● **Provided data**:
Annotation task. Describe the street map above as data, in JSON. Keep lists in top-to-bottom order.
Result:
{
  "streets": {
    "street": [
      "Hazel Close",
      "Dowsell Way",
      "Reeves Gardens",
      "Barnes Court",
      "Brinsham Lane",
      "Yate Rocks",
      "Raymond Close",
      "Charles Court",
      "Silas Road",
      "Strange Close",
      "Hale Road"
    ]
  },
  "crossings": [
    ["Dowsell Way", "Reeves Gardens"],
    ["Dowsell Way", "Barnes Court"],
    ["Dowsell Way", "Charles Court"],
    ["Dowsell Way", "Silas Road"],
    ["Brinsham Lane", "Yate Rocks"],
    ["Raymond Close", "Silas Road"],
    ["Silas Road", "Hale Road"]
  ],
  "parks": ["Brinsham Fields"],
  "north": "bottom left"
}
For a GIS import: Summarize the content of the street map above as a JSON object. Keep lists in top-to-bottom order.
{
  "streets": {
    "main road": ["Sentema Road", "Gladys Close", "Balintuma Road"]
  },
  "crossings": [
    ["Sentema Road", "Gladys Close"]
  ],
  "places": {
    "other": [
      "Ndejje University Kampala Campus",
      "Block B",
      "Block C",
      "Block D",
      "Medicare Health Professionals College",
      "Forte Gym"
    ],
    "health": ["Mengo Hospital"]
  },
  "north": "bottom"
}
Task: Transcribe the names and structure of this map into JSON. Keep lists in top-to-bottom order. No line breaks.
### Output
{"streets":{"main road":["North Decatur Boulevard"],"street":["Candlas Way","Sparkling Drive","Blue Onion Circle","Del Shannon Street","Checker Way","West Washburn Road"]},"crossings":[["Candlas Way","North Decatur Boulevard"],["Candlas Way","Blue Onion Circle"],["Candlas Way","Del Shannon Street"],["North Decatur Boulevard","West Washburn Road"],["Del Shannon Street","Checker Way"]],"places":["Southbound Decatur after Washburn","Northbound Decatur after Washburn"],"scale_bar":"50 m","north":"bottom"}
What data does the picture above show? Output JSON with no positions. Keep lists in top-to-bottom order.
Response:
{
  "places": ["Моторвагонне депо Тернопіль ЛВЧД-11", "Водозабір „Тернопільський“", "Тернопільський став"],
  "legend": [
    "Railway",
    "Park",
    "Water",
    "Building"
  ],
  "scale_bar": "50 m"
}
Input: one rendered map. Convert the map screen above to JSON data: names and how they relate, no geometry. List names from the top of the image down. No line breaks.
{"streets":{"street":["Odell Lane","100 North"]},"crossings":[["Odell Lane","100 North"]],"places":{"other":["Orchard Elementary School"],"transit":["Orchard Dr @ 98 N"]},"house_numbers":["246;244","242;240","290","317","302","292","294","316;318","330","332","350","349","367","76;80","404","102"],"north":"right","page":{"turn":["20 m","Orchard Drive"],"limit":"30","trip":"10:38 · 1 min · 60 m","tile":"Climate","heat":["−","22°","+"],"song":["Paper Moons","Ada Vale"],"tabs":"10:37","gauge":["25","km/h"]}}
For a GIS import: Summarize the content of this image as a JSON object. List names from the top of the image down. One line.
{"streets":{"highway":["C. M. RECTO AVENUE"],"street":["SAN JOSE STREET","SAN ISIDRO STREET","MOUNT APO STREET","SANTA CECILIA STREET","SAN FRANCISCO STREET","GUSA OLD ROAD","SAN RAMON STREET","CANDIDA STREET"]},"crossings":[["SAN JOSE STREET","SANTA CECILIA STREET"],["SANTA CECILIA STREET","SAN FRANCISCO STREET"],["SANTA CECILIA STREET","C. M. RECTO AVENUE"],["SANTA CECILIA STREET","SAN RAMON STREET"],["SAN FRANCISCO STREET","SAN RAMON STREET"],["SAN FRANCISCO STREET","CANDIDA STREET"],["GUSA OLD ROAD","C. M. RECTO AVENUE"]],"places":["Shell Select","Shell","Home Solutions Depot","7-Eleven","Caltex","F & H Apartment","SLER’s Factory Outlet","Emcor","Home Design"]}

● **Task requirements**:
Exactly the lines from the start of the entries through the one bearing "Task: Transcribe the" are to be output, with both ends included.

● **Expected answer**:
Annotation task. Describe the street map above as data, in JSON. Keep lists in top-to-bottom order.
Result:
{
  "streets": {
    "street": [
      "Hazel Close",
      "Dowsell Way",
      "Reeves Gardens",
      "Barnes Court",
      "Brinsham Lane",
      "Yate Rocks",
      "Raymond Close",
      "Charles Court",
      "Silas Road",
      "Strange Close",
      "Hale Road"
    ]
  },
  "crossings": [
    ["Dowsell Way", "Reeves Gardens"],
    ["Dowsell Way", "Barnes Court"],
    ["Dowsell Way", "Charles Court"],
    ["Dowsell Way", "Silas Road"],
    ["Brinsham Lane", "Yate Rocks"],
    ["Raymond Close", "Silas Road"],
    ["Silas Road", "Hale Road"]
  ],
  "parks": ["Brinsham Fields"],
  "north": "bottom left"
}
For a GIS import: Summarize the content of the street map above as a JSON object. Keep lists in top-to-bottom order.
{
  "streets": {
    "main road": ["Sentema Road", "Gladys Close", "Balintuma Road"]
  },
  "crossings": [
    ["Sentema Road", "Gladys Close"]
  ],
  "places": {
    "other": [
      "Ndejje University Kampala Campus",
      "Block B",
      "Block C",
      "Block D",
      "Medicare Health Professionals College",
      "Forte Gym"
    ],
    "health": ["Mengo Hospital"]
  },
  "north": "bottom"
}
Task: Transcribe the names and structure of this map into JSON. Keep lists in top-to-bottom order. No line breaks.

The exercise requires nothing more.